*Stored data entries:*
....................

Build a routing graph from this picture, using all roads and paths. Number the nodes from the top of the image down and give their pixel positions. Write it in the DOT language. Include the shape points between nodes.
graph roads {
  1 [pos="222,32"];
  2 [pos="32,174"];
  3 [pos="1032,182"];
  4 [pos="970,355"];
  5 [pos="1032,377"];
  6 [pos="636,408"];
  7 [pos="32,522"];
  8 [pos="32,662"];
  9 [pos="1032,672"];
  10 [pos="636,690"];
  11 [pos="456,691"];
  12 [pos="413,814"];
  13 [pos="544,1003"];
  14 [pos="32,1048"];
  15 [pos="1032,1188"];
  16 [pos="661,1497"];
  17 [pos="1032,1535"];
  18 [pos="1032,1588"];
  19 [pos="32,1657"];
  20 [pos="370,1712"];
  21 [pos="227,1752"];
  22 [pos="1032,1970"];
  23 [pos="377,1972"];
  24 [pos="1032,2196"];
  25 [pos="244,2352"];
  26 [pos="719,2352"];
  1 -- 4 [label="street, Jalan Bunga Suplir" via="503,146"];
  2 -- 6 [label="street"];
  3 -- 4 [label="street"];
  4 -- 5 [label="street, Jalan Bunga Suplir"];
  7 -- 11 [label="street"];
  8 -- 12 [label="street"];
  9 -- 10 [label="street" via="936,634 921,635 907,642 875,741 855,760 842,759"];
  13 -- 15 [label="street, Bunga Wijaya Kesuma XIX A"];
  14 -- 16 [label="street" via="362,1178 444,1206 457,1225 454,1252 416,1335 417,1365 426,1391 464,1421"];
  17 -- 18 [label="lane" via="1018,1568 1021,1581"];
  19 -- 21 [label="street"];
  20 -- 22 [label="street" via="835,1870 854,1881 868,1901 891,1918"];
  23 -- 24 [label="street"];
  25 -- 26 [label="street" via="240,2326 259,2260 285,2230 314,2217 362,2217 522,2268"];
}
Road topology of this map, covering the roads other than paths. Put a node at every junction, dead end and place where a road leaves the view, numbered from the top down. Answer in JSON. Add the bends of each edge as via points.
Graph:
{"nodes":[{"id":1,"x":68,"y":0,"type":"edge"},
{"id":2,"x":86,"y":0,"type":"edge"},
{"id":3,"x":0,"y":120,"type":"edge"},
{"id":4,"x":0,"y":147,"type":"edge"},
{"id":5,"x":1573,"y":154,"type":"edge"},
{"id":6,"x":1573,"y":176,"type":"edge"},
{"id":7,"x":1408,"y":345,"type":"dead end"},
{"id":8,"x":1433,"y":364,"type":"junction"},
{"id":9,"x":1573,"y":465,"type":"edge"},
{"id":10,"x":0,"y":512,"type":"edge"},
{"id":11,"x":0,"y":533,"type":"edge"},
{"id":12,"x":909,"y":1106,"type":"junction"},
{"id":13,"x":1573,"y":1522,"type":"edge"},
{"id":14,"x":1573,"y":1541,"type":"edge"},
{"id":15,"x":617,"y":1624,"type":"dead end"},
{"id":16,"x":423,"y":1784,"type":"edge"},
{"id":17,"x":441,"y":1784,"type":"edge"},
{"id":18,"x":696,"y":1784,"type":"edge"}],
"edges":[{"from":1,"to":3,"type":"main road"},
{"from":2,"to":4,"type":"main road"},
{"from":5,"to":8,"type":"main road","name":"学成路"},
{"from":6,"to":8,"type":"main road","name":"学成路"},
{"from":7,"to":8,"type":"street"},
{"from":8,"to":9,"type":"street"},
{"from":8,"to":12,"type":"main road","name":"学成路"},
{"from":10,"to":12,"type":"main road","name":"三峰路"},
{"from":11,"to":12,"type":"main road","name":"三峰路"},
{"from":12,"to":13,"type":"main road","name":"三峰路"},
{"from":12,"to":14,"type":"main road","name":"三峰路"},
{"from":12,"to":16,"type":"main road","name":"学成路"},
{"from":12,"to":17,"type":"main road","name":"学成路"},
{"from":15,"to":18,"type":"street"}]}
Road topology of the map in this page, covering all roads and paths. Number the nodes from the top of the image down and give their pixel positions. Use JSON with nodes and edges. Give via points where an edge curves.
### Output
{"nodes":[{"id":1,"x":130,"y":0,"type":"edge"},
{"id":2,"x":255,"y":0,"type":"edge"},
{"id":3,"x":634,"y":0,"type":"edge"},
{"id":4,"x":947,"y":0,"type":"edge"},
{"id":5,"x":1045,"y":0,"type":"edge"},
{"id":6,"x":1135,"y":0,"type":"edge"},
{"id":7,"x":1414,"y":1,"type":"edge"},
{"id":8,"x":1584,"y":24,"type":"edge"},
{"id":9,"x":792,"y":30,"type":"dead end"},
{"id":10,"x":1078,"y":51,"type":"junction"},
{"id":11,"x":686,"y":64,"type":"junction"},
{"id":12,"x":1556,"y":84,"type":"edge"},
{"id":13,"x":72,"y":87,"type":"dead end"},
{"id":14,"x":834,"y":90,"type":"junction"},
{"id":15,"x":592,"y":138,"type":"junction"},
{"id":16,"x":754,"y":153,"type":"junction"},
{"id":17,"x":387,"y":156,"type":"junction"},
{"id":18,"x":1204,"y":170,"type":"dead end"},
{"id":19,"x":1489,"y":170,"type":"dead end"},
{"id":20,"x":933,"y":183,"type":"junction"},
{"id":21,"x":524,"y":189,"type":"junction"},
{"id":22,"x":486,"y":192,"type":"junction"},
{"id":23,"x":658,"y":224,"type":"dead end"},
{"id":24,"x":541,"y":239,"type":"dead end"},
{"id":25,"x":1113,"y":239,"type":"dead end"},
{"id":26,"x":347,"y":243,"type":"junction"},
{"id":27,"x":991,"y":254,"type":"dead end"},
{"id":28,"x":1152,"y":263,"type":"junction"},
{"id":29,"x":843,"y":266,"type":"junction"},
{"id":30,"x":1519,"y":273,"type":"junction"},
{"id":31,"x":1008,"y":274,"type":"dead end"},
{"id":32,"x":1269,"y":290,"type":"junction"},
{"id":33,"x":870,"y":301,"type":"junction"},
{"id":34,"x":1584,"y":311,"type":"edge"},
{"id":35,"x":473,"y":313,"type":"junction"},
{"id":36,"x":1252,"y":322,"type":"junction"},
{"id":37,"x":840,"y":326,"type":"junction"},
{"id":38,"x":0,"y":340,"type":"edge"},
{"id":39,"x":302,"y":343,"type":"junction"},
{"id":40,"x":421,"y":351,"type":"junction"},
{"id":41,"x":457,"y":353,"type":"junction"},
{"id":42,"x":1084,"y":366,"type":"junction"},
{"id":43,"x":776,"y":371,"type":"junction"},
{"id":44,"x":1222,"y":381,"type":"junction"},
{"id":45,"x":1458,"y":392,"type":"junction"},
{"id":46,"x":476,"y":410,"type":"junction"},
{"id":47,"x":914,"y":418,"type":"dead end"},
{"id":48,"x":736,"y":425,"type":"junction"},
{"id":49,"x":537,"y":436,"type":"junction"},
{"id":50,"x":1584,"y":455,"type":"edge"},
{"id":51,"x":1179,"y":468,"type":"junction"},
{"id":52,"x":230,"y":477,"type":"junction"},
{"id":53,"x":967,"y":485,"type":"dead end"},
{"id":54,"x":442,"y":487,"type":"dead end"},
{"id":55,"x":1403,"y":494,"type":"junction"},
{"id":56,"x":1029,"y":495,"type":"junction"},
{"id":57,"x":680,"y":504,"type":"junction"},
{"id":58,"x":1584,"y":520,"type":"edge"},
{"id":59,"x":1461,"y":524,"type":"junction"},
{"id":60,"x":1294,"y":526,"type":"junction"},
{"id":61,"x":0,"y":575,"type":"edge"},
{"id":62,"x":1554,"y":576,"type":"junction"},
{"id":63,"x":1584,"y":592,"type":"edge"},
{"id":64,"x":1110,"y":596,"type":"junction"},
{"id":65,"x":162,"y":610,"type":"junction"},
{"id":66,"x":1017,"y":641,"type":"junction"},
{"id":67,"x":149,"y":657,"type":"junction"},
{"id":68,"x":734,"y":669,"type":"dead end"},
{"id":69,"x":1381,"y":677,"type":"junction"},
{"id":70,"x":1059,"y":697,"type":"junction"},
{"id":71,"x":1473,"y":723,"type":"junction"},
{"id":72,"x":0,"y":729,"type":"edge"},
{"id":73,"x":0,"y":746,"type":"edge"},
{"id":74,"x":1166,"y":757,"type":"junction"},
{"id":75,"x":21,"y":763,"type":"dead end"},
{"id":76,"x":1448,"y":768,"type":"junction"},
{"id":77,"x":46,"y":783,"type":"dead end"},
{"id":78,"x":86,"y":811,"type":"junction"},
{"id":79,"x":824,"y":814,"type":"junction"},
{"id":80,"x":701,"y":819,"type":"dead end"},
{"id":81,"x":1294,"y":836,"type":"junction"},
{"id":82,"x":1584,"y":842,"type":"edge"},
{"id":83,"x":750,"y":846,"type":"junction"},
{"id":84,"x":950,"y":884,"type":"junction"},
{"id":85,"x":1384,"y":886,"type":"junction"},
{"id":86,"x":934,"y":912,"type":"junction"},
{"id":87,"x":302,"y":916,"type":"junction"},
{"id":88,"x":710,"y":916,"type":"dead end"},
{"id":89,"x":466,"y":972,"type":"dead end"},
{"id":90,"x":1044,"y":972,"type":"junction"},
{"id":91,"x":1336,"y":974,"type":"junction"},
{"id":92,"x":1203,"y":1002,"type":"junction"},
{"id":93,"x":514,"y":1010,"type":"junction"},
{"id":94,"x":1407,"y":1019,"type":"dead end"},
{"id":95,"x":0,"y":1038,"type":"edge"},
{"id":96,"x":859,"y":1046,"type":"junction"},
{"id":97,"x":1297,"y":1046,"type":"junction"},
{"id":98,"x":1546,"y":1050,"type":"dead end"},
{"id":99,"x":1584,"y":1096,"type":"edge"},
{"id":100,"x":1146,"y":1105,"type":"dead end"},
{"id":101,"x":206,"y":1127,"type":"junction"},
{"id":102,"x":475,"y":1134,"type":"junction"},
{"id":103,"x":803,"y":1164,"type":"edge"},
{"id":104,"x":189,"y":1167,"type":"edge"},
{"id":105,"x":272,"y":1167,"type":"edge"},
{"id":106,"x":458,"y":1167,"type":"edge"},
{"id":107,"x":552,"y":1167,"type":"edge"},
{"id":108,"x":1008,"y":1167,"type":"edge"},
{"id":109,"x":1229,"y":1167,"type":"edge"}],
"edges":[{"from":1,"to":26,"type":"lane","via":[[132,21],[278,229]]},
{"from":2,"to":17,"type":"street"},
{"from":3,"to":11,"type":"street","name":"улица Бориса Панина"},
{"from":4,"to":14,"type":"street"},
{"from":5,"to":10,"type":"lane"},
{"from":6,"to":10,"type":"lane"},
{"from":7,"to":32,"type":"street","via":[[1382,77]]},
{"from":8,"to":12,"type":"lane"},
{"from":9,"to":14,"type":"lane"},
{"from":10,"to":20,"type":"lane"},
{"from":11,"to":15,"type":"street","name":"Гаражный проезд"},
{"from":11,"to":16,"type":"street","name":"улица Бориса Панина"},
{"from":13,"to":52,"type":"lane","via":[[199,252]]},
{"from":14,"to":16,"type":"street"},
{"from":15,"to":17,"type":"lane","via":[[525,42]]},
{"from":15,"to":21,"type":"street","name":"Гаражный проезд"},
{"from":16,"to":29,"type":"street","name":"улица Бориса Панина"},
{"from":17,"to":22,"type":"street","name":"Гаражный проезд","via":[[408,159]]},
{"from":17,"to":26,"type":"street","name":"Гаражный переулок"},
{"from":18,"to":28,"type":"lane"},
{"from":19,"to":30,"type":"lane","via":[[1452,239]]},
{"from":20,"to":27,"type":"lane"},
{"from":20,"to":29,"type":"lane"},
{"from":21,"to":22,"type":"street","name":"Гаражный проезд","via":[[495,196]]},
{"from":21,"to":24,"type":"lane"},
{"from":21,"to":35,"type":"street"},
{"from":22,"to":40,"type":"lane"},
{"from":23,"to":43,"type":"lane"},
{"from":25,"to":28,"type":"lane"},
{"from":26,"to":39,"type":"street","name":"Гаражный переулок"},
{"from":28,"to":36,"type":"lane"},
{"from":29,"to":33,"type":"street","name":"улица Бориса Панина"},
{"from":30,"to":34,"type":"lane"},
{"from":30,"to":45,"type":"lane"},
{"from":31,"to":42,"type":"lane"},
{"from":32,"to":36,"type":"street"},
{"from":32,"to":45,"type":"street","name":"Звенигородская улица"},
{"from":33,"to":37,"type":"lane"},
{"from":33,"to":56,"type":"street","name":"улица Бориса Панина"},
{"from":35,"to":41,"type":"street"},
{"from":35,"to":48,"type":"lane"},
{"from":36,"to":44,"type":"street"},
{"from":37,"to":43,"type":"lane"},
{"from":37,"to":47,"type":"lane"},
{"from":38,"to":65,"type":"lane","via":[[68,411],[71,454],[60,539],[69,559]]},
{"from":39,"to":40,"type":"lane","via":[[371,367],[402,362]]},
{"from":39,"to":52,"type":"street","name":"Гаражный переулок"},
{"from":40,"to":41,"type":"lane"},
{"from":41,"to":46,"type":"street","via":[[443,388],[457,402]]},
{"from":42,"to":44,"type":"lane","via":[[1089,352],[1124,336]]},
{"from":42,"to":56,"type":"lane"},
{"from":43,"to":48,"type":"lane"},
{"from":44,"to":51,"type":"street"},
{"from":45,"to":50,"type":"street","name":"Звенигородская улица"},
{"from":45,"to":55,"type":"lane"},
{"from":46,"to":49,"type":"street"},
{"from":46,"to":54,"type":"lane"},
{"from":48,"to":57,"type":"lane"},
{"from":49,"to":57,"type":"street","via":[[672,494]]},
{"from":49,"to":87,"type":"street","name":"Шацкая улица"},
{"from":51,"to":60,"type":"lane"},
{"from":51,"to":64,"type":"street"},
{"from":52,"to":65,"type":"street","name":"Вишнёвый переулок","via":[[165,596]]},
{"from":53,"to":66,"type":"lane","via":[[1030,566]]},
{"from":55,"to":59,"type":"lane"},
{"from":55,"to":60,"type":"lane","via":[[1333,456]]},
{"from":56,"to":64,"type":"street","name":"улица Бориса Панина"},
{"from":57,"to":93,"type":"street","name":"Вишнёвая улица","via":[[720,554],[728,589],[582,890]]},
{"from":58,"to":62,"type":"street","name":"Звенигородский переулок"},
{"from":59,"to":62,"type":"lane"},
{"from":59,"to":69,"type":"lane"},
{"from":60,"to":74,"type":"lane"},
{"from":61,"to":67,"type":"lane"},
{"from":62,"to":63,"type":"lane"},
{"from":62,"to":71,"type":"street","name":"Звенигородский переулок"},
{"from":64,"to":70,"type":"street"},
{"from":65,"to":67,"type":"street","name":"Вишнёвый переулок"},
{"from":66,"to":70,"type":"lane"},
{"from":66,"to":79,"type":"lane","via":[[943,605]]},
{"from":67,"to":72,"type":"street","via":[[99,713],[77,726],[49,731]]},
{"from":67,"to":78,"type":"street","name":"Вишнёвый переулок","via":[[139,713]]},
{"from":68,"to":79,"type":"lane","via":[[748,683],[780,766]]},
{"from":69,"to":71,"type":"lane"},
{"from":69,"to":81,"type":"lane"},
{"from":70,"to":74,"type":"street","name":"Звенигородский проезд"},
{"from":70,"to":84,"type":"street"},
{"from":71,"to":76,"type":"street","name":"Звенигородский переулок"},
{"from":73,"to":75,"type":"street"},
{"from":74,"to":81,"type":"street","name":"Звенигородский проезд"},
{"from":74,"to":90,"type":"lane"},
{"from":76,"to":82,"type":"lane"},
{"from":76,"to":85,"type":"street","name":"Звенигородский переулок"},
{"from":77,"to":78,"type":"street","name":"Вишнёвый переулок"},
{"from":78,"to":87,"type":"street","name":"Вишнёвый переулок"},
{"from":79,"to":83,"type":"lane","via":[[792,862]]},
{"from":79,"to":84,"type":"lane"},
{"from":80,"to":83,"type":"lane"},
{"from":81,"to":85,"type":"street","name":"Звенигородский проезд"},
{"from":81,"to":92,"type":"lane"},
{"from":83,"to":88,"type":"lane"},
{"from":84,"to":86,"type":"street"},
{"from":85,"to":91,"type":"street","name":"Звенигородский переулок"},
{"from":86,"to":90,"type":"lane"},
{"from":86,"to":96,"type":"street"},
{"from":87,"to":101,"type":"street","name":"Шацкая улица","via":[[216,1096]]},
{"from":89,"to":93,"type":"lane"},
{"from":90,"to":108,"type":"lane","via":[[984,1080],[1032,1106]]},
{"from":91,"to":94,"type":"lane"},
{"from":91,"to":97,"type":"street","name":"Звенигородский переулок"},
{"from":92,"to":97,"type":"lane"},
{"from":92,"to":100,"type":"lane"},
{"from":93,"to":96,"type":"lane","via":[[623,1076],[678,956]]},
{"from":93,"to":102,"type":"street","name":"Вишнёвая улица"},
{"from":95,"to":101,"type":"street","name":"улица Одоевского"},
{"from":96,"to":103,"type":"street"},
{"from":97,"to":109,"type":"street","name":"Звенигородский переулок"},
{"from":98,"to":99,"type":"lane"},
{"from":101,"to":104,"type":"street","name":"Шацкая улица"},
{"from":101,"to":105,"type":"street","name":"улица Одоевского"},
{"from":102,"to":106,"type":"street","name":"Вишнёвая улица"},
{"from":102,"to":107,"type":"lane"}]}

....................

*To do:*
With the first line of the records as the start and the line holding "Road topology of this" as the end, please copy exactly those lines and no others.

*Solution for this problem:*
Build a routing graph from this picture, using all roads and paths. Number the nodes from the top of the image down and give their pixel positions. Write it in the DOT language. Include the shape points between nodes.
graph roads {
  1 [pos="222,32"];
  2 [pos="32,174"];
  3 [pos="1032,182"];
  4 [pos="970,355"];
  5 [pos="1032,377"];
  6 [pos="636,408"];
  7 [pos="32,522"];
  8 [pos="32,662"];
  9 [pos="1032,672"];
  10 [pos="636,690"];
  11 [pos="456,691"];
  12 [pos="413,814"];
  13 [pos="544,1003"];
  14 [pos="32,1048"];
  15 [pos="1032,1188"];
  16 [pos="661,1497"];
  17 [pos="1032,1535"];
  18 [pos="1032,1588"];
  19 [pos="32,1657"];
  20 [pos="370,1712"];
  21 [pos="227,1752"];
  22 [pos="1032,1970"];
  23 [pos="377,1972"];
  24 [pos="1032,2196"];
  25 [pos="244,2352"];
  26 [pos="719,2352"];
  1 -- 4 [label="street, Jalan Bunga Suplir" via="503,146"];
  2 -- 6 [label="street"];
  3 -- 4 [label="street"];
  4 -- 5 [label="street, Jalan Bunga Suplir"];
  7 -- 11 [label="street"];
  8 -- 12 [label="street"];
  9 -- 10 [label="street" via="936,634 921,635 907,642 875,741 855,760 842,759"];
  13 -- 15 [label="street, Bunga Wijaya Kesuma XIX A"];
  14 -- 16 [label="street" via="362,1178 444,1206 457,1225 454,1252 416,1335 417,1365 426,1391 464,1421"];
  17 -- 18 [label="lane" via="1018,1568 1021,1581"];
  19 -- 21 [label="street"];
  20 -- 22 [label="street" via="835,1870 854,1881 868,1901 891,1918"];
  23 -- 24 [label="street"];
  25 -- 26 [label="street" via="240,2326 259,2260 285,2230 314,2217 362,2217 522,2268"];
}
Road topology of this map, covering the roads other than paths. Put a node at every junction, dead end and place where a road leaves the view, numbered from the top down. Answer in JSON. Add the bends of each edge as via points.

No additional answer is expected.